The force-from-lipid (FFL) principle of mechanosensitivity, at large and in elements.

Focus on touch and hearing distracts attention from numerous subconscious force sensors, such as the vital control of blood pressure and systemic osmolarity, and sensors in nonanimals. Multifarious manifestations should not obscure invariant and fundamental physicochemical principles. We advocate that force from lipid (FFL) is one such principle. It is based on the fact that the self-assembled bilayer necessitates inherent forces that are large and anisotropic, even at life's origin. Functional response of membrane proteins is governed by bilayer force changes. Added stress can redirect these forces, leading to geometric changes of embedded proteins such as ion channels. The FFL principle was first demonstrated when purified bacterial mechanosensitive channel of large conductance (MscL) remained mechanosensitive (MS) after reconstituting into bilayers. This key experiment has recently been unequivocally replicated with two vertebrate MS K2p channels.
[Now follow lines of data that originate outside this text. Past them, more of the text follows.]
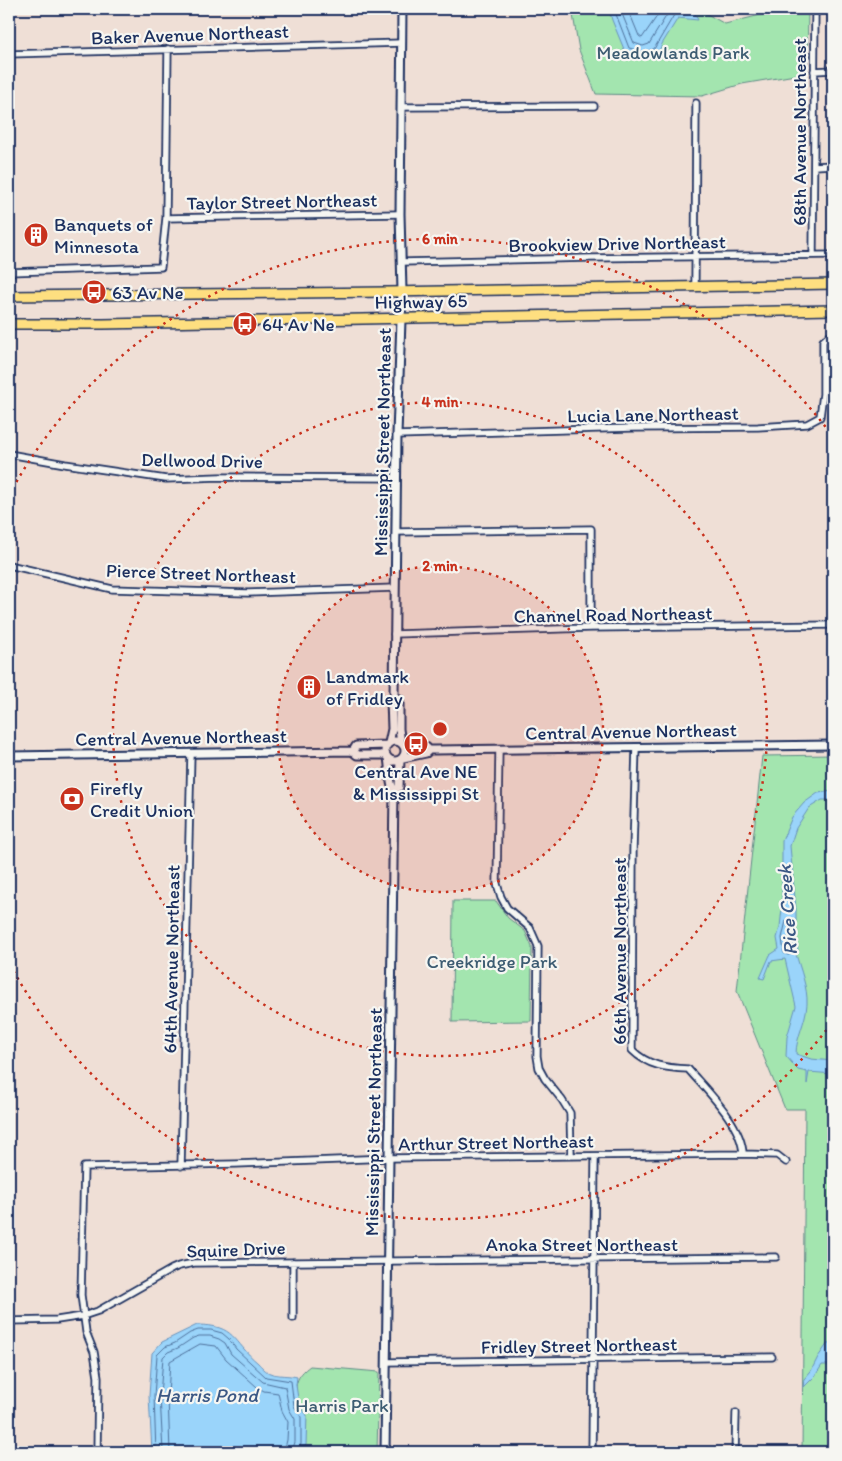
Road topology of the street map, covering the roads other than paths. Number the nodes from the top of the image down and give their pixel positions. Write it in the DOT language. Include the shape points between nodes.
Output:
graph roads {
  1 [pos="402,9"];
  2 [pos="815,9"];
  3 [pos="402,43"];
  4 [pos="168,49"];
  5 [pos="9,54"];
  6 [pos="833,70"];
  7 [pos="814,71"];
  8 [pos="696,103"];
  9 [pos="594,106"];
  10 [pos="402,107"];
  11 [pos="833,165"];
  12 [pos="814,166"];
  13 [pos="400,214"];
  14 [pos="166,218"];
  15 [pos="813,255"];
  16 [pos="833,255"];
  17 [pos="695,256"];
  18 [pos="402,262"];
  19 [pos="9,272"];
  20 [pos="833,284"];
  21 [pos="695,286"];
  22 [pos="402,291"];
  23 [pos="9,296"];
  24 [pos="833,310"];
  25 [pos="401,318"];
  26 [pos="9,324"];
  27 [pos="833,335"];
  28 [pos="397,435"];
  29 [pos="9,454"];
  30 [pos="396,478"];
  31 [pos="396,532"];
  32 [pos="9,565"];
  33 [pos="395,588"];
  34 [pos="833,625"];
  35 [pos="591,628"];
  36 [pos="394,634"];
  37 [pos="394,696"];
  38 [pos="388,744"];
  39 [pos="403,744"];
  40 [pos="833,745"];
  41 [pos="636,747"];
  42 [pos="499,749"];
  43 [pos="429,750"];
  44 [pos="353,751"];
  45 [pos="191,754"];
  46 [pos="9,756"];
  47 [pos="387,756"];
  48 [pos="401,759"];
  49 [pos="394,792"];
  50 [pos="743,1154"];
  51 [pos="571,1156"];
  52 [pos="595,1156"];
  53 [pos="389,1158"];
  54 [pos="786,1162"];
  55 [pos="181,1166"];
  56 [pos="776,1257"];
  57 [pos="595,1258"];
  58 [pos="388,1260"];
  59 [pos="293,1262"];
  60 [pos="83,1316"];
  61 [pos="293,1318"];
  62 [pos="9,1321"];
  63 [pos="772,1357"];
  64 [pos="594,1360"];
  65 [pos="386,1362"];
  66 [pos="736,1413"];
  67 [pos="97,1452"];
  68 [pos="385,1452"];
  69 [pos="592,1452"];
  70 [pos="735,1452"];
  1 -- 3 [label="street, Mississippi Street Northeast"];
  2 -- 7 [label="street, 68th Avenue Northeast"];
  3 -- 4 [label="street, Baker Avenue Northeast"];
  3 -- 10 [label="street, Mississippi Street Northeast"];
  4 -- 5 [label="street, Baker Avenue Northeast"];
  4 -- 14 [label="street"];
  6 -- 7 [label="street"];
  7 -- 12 [label="street, 68th Avenue Northeast"];
  8 -- 17 [label="street"];
  9 -- 10 [label="street"];
  10 -- 13 [label="street, Mississippi Street Northeast"];
  11 -- 12 [label="street"];
  12 -- 15 [label="street, 68th Avenue Northeast"];
  13 -- 14 [label="street, Taylor Street Northeast"];
  13 -- 18 [label="street, Mississippi Street Northeast"];
  14 -- 19 [label="street" via="161,267"];
  15 -- 16 [label="street, Brookview Drive Northeast"];
  15 -- 17 [label="street, Brookview Drive Northeast"];
  17 -- 18 [label="street, Brookview Drive Northeast"];
  17 -- 21 [label="street"];
  18 -- 22 [label="street, Mississippi Street Northeast"];
  20 -- 21 [label="highway, Highway 65"];
  21 -- 22 [label="highway, Highway 65"];
  22 -- 23 [label="highway, Highway 65"];
  22 -- 25 [label="street, Mississippi Street Northeast"];
  24 -- 25 [label="highway, Highway 65"];
  25 -- 26 [label="highway, Highway 65"];
  25 -- 28 [label="street, Mississippi Street Northeast"];
  27 -- 28 [label="street, Lucia Lane Northeast" via="823,341 820,417 807,424 758,428"];
  28 -- 30 [label="street, Mississippi Street Northeast"];
  29 -- 30 [label="street, Dellwood Drive" via="166,479"];
  30 -- 31 [label="street, Mississippi Street Northeast"];
  31 -- 33 [label="street, Mississippi Street Northeast"];
  31 -- 35 [label="street" via="591,529"];
  32 -- 33 [label="street, Pierce Street Northeast" via="112,589 248,593"];
  33 -- 36 [label="street, Mississippi Street Northeast"];
  34 -- 35 [label="street, Channel Road Northeast"];
  35 -- 36 [label="street, Channel Road Northeast"];
  36 -- 37 [label="street, Mississippi Street Northeast"];
  37 -- 38 [label="street, Mississippi Street Northeast"];
  37 -- 39 [label="street, Mississippi Street Northeast" via="399,699 399,729"];
  38 -- 39 [label="street" via="395,740"];
  38 -- 44 [label="street, Central Avenue Northeast" via="356,746"];
  38 -- 47 [label="street"];
  39 -- 43 [label="street, Central Avenue Northeast"];
  39 -- 48 [label="street" via="405,752"];
  40 -- 41 [label="street, Central Avenue Northeast"];
  41 -- 42 [label="street, Central Avenue Northeast"];
  41 -- 50 [label="street, 66th Avenue Northeast" via="632,1050 642,1060 668,1068 688,1069 735,1128"];
  42 -- 43 [label="street, Central Avenue Northeast"];
  42 -- 51 [label="street" via="498,884 506,908 530,928 538,946 537,1056 544,1079 570,1113"];
  43 -- 48 [label="street, Central Avenue Northeast"];
  44 -- 45 [label="street, Central Avenue Northeast"];
  44 -- 47 [label="street, Central Avenue Northeast" via="356,755"];
  45 -- 46 [label="street, Central Avenue Northeast"];
  45 -- 55 [label="street, 64th Avenue Northeast"];
  47 -- 48 [label="street" via="393,761"];
  47 -- 49 [label="street, Mississippi Street Northeast" via="391,770 390,786"];
  48 -- 49 [label="street, Mississippi Street Northeast" via="398,787"];
  49 -- 53 [label="street, Mississippi Street Northeast"];
  50 -- 52 [label="street, Arthur Street Northeast"];
  50 -- 54 [label="street, Arthur Street Northeast" via="777,1155"];
  51 -- 52 [label="street, Arthur Street Northeast"];
  51 -- 53 [label="street, Arthur Street Northeast"];
  52 -- 57 [label="street"];
  53 -- 55 [label="street, Arthur Street Northeast"];
  53 -- 58 [label="street, Mississippi Street Northeast"];
  55 -- 60 [label="street, Arthur Street Northeast" via="84,1167"];
  56 -- 57 [label="street, Anoka Street Northeast"];
  57 -- 58 [label="street, Anoka Street Northeast"];
  57 -- 64 [label="street"];
  58 -- 59 [label="street, Squire Drive"];
  58 -- 65 [label="street, Mississippi Street Northeast"];
  59 -- 60 [label="street, Squire Drive" via="187,1264"];
  59 -- 61 [label="street"];
  60 -- 62 [label="street, Squire Drive"];
  60 -- 67 [label="street" via="98,1370"];
  63 -- 64 [label="street, Fridley Street Northeast"];
  64 -- 65 [label="street, Fridley Street Northeast"];
  64 -- 69 [label="street"];
  65 -- 68 [label="street, Mississippi Street Northeast"];
  66 -- 70 [label="street"];
}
Even the canonical Kv and the Drosophila canonical transient receptor potentials (TRPCs) have now been shown to be MS in biophysical and in physiological contexts, supporting the universality of the FFL paradigm. We also review the deterministic role of mechanical force during stem cell differentiation as well as the cell-cell and cell-matrix tethers that provide force communications. In both the ear hair cell and the worm's touch neuron, deleting the cadherin or microtubule tethers reduces but does not eliminate MS channel activities. We found no evidence to distinguish whether these tethers directly pull on the channel protein or a surrounding lipid platform. Regardless of the implementation, pulling tether tenses up the bilayer. Membrane tenting is directly visible at the apexes of the stereocilia.